Por: Michel Chaín Carrillo

Seguramente también han escuchado, hasta la saciedad, que las estadísticas son como los bikinis (el traje de baño que escandalizaba por allá de 1946 y no el atolón donde se realizaban pruebas nucleares) ya que, por mucho que enseñen, la parte que queda oculta es la de mayor morbo.  Por muy trillado que sea, el comparativo hace sentido y más en un año como el 2021, dado que los comparativos estadísticos con un desastroso 2020 van a ser particularmente vulnerables a su utilización engañosa tanto por Presidencia como por sus corifeos habituales.  En este sentido, hay que dejar muy claro desde el principio que las tasas de crecimiento que se esperan para este año son resultado de lo mal que nos fue en 2020 y no de lo bien que lo estamos haciendo en 2021.  Identificar la fuente del crecimiento y sus efectos en la “recuperación” de los empleos resulta ilustrativo y revelador.

¡Finalmente, y después de ocho trimestres consecutivos en los que la economía mexicana vio a su Producto Interno Bruto (PIB) caer, caer, caer y caer, finalmente, el dato oportuno del Producto publicado por el INEGI “rebota” y alcanza un crecimiento del 19.70% al 1er.- Trimestre de 2021 respecto al mismo Trimestre del 2020!  Desde luego, el dato es una gran noticia para el país, pero no significa que ya hayamos alcanzado los niveles previos al impacto del COVID-19 y, mucho menos, que ya nos hayamos librado de una conducción económica del país bastante desaseada y que, desde el 2do. Trimestre de 2019, tenía al desempeño económico de México en terreno negativo.

Será curioso hacer este mismo ejercicio cuando se tengan los datos del PIB para el 2do. Trimestre del 2021, dado que en el 2do. Trimestre del 2020 se registró la peor caída de la economía mexicana en toda la época moderna (-18.9%) y, en teoría, se requeriría de una tragedia de proporciones bíblicas para que la economía mexicana no presente un crecimiento importante el próximo trimestre. 

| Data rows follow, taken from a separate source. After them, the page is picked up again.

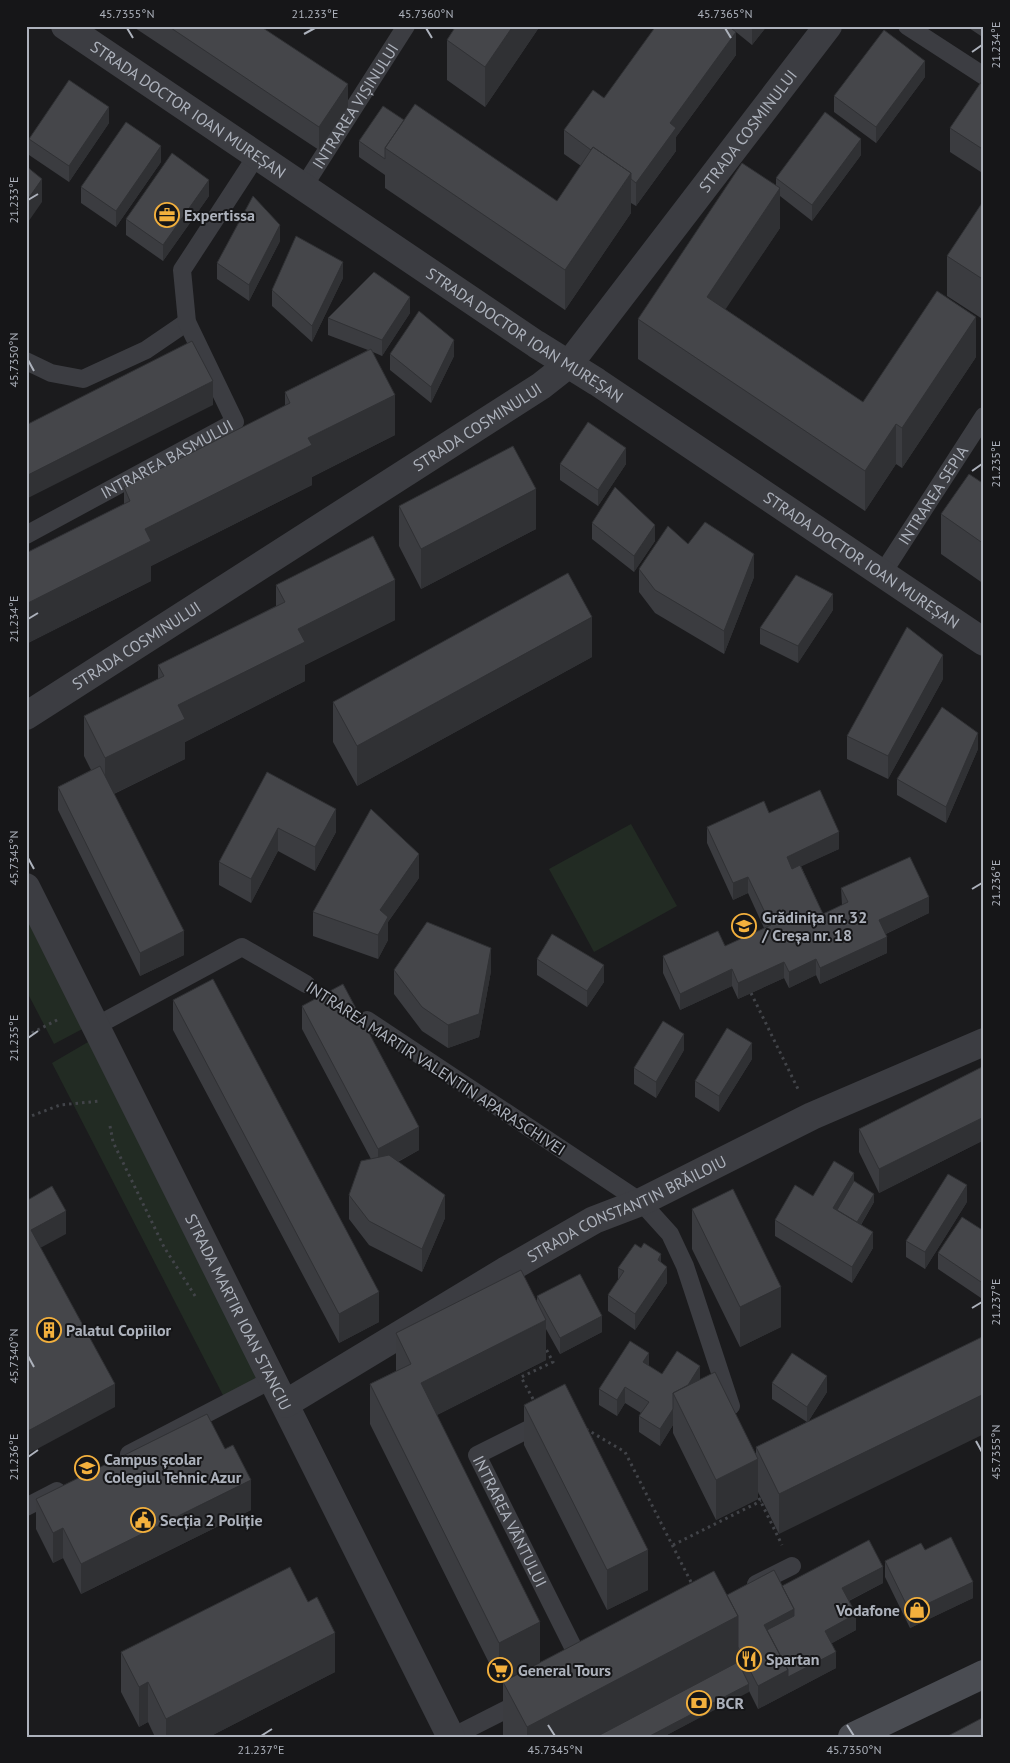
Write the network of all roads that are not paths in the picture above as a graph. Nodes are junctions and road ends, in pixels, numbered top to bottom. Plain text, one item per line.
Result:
1 (65, 26) edge
2 (406, 26) edge
3 (828, 26) edge
4 (907, 26) edge
5 (984, 76) edge
6 (257, 155) junction
7 (304, 186) junction
8 (187, 322) junction
9 (26, 361) edge
10 (569, 364) junction
11 (984, 416) edge
12 (26, 535) edge
13 (882, 574) junction
14 (984, 642) edge
15 (26, 716) edge
16 (26, 887) edge
17 (306, 984) dead end
18 (367, 1020) dead end
19 (96, 1026) junction
20 (984, 1042) edge
21 (641, 1202) junction
22 (273, 1379) junction
23 (285, 1404) junction
24 (731, 1406) joint
25 (552, 1418) edge
26 (744, 1431) edge
27 (113, 1462) edge
28 (70, 1485) edge
29 (26, 1508) edge
30 (792, 1566) road end
31 (740, 1592) edge
32 (602, 1661) edge
33 (585, 1670) junction
34 (984, 1674) edge
35 (568, 1678) edge
36 (534, 1696) edge
37 (452, 1737) edge
38 (852, 1737) edge

1 - 6 street, STRADA DOCTOR IOAN MUREȘAN
2 - 7 lane, INTRAREA VIȘINULUI
3 - 10 street, STRADA COSMINULUI
4 - 5 lane
6 - 7 street, STRADA DOCTOR IOAN MUREȘAN
6 - 8 lane, INTRAREA BASMULUI
7 - 10 street, STRADA DOCTOR IOAN MUREȘAN
8 - 9 lane
8 - 12 lane, INTRAREA BASMULUI
10 - 13 street, STRADA DOCTOR IOAN MUREȘAN
10 - 15 street, STRADA COSMINULUI
11 - 13 lane, INTRAREA SEPIA
13 - 14 street, STRADA DOCTOR IOAN MUREȘAN
16 - 19 street, STRADA MARTIR IOAN STANCIU
17 - 19 lane, INTRAREA MARTIR VALENTIN APARASCHIVEI
18 - 21 lane, INTRAREA MARTIR VALENTIN APARASCHIVEI
19 - 22 street, STRADA MARTIR IOAN STANCIU
20 - 21 street, STRADA CONSTANTIN BRĂILOIU
21 - 23 street, STRADA CONSTANTIN BRĂILOIU
21 - 24 lane, INTRAREA MARTIR VALENTIN APARASCHIVEI
22 - 23 street, STRADA MARTIR IOAN STANCIU
22 - 27 lane
23 - 37 street, STRADA MARTIR IOAN STANCIU
24 - 26 street
25 - 33 lane, INTRAREA VÂNTULUI
28 - 29 lane
30 - 31 lane
32 - 33 lane
33 - 35 lane
34 - 38 main road
36 - 37 lane

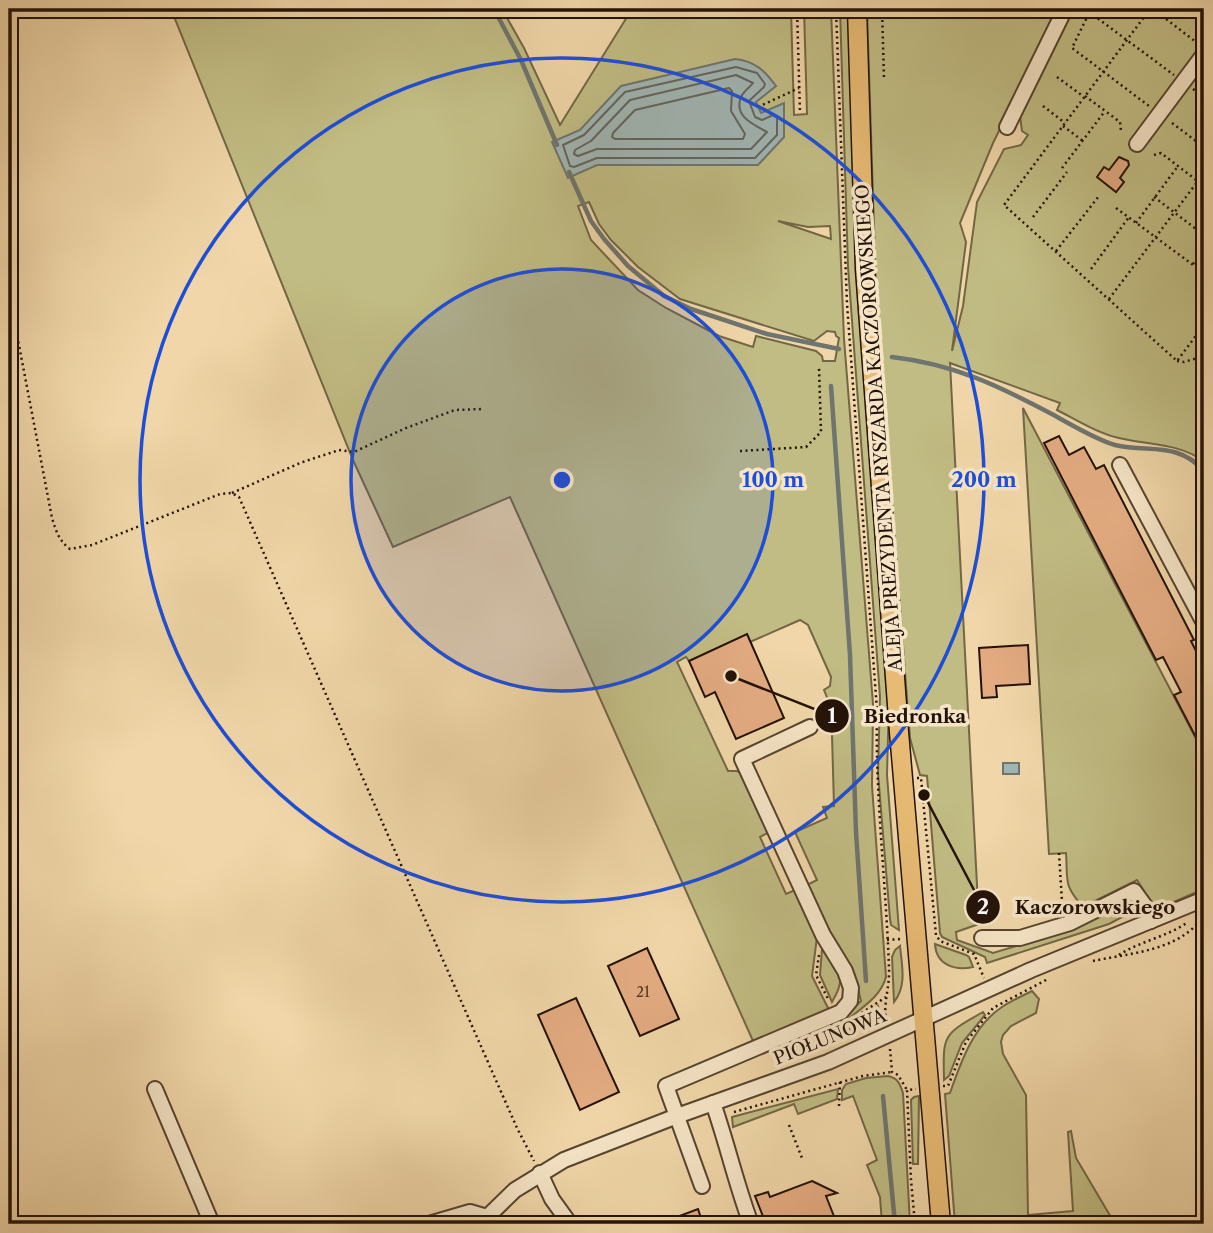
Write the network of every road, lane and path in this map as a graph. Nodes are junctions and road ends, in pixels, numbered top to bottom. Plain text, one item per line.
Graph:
1 (797, 9) edge
2 (836, 9) edge
3 (857, 9) edge
4 (882, 9) edge
5 (1065, 9) edge
6 (1152, 9) edge
7 (1090, 10) edge
8 (1127, 40) junction
9 (1204, 48) edge
10 (1204, 54) edge
11 (1103, 72) junction
12 (1057, 77) dead end
13 (884, 78) dead end
14 (1183, 82) junction
15 (799, 88) junction
16 (1085, 97) junction
17 (1044, 106) dead end
18 (758, 107) dead end
19 (1105, 111) junction
20 (800, 113) dead end
21 (1160, 114) junction
22 (1064, 124) junction
23 (1007, 127) dead end
24 (1121, 131) dead end
25 (1083, 141) junction
26 (1138, 144) dead end
27 (1204, 147) edge
28 (1154, 155) dead end
29 (1178, 166) junction
30 (1062, 168) dead end
31 (1067, 172) dead end
32 (1204, 173) edge
33 (1198, 181) junction
34 (1204, 186) edge
35 (1099, 196) dead end
36 (1154, 197) junction
37 (1116, 208) dead end
38 (1174, 213) junction
39 (1033, 216) dead end
40 (1129, 217) junction
41 (1136, 223) junction
42 (1204, 235) edge
43 (1156, 237) junction
44 (1204, 248) edge
45 (1055, 252) junction
46 (1193, 264) junction
47 (1091, 269) dead end
48 (1204, 273) edge
49 (9, 293) edge
50 (1108, 300) junction
51 (1204, 325) edge
52 (1204, 356) edge
53 (1177, 361) junction
54 (819, 368) dead end
55 (483, 409) dead end
56 (740, 450) dead end
57 (1120, 465) dead end
58 (232, 493) junction
59 (1204, 623) edge
60 (810, 727) dead end
61 (1059, 853) dead end
62 (1204, 899) edge
63 (1204, 916) edge
64 (1151, 921) junction
65 (1070, 923) junction
66 (823, 934) junction
67 (936, 935) dead end
68 (982, 939) dead end
69 (1119, 956) junction
70 (1091, 961) dead end
71 (979, 963) dead end
72 (1048, 979) dead end
73 (888, 996) junction
74 (884, 1010) dead end
75 (835, 1014) junction
76 (925, 1017) junction
77 (843, 1028) junction
78 (807, 1054) dead end
79 (892, 1060) dead end
80 (892, 1072) junction
81 (840, 1082) junction
82 (944, 1086) dead end
83 (918, 1088) dead end
84 (155, 1089) dead end
85 (907, 1090) junction
86 (713, 1103) junction
87 (839, 1106) dead end
88 (730, 1113) dead end
89 (677, 1116) junction
90 (789, 1125) dead end
91 (802, 1158) dead end
92 (540, 1173) junction
93 (702, 1186) dead end
94 (484, 1220) edge
95 (212, 1224) edge
96 (429, 1224) edge
97 (570, 1224) edge
98 (751, 1224) edge
99 (915, 1224) edge
100 (942, 1224) edge

1 - 15 path
2 - 73 path
3 - 76 main road, ALEJA PREZYDENTA RYSZARDA KACZOROWSKIEGO
4 - 13 path
5 - 23 street
6 - 8 path
6 - 9 path
7 - 8 path
7 - 11 path
8 - 11 path
8 - 14 path
10 - 14 street
11 - 16 path
11 - 21 path
12 - 16 path
14 - 21 street
15 - 18 path
15 - 20 path
16 - 19 path
16 - 22 path
17 - 22 path
19 - 24 path
19 - 25 path
21 - 26 street
21 - 27 path
22 - 25 path
22 - 45 path
25 - 30 path
28 - 29 path
29 - 33 path
29 - 36 path
31 - 39 path
32 - 33 path
33 - 34 path
33 - 38 path
35 - 45 path
36 - 38 path
36 - 41 path
37 - 40 path
38 - 42 path
38 - 43 path
40 - 41 path
40 - 47 path
41 - 43 path
43 - 46 path
43 - 50 path
44 - 46 path
45 - 50 path
46 - 48 path
49 - 58 path
50 - 53 path
51 - 53 path
52 - 53 path
54 - 56 path
55 - 58 path
57 - 59 street
58 - 92 path
60 - 66 street
61 - 65 path
62 - 64 street, PIOŁUNOWA
63 - 69 path
63 - 69 path
64 - 65 street
64 - 76 street, PIOŁUNOWA
65 - 68 street
66 - 75 path
66 - 75 street
67 - 71 path
69 - 70 path
72 - 82 path
73 - 74 path
73 - 77 path
75 - 77 path
75 - 89 street
76 - 86 street, PIOŁUNOWA
76 - 100 main road, ALEJA PREZYDENTA RYSZARDA KACZOROWSKIEGO
77 - 78 path
79 - 80 path
80 - 81 path
80 - 85 path
81 - 87 path
81 - 88 path
83 - 85 path
84 - 95 street
85 - 99 path
86 - 89 street, PIOŁUNOWA
86 - 98 street
89 - 92 street, PIOŁUNOWA
89 - 93 street
90 - 91 path
92 - 94 street, PIOŁUNOWA
92 - 97 street
94 - 96 street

¿Esto significa que la economía ya dejó atrás sus problemas?, ¿qué PEMEX va tan bien que el país nada en las divisas generadas por la “empresa productiva del Estado” y el espectacular aumento en la extracción de crudo?; ¿qué ya Angela Merkel, Emanuel Macrón, Justin Trudeau, Joe Biden y el resto de los líderes del mundo libre se disculpan con el Presidente López Obrador por no haberle hecho caso respecto al medio ambiente y ahora todos echan a andar programas en sus países para quemar combustóleo?, ¿la India y China ven con desconfianza el ritmo al que crece México? ¿o que, dado que el Gobierno desapareció al INE, un muy animoso Manuel Bartlett declara estar emocionado por organizar las elecciones de 2024 y apunta que “se siente tan bien como la primera vez” en una clara alusión a las polémicas elecciones de 1988 que organizara, en aquellos años, en su calidad de Secretario de Gobernación?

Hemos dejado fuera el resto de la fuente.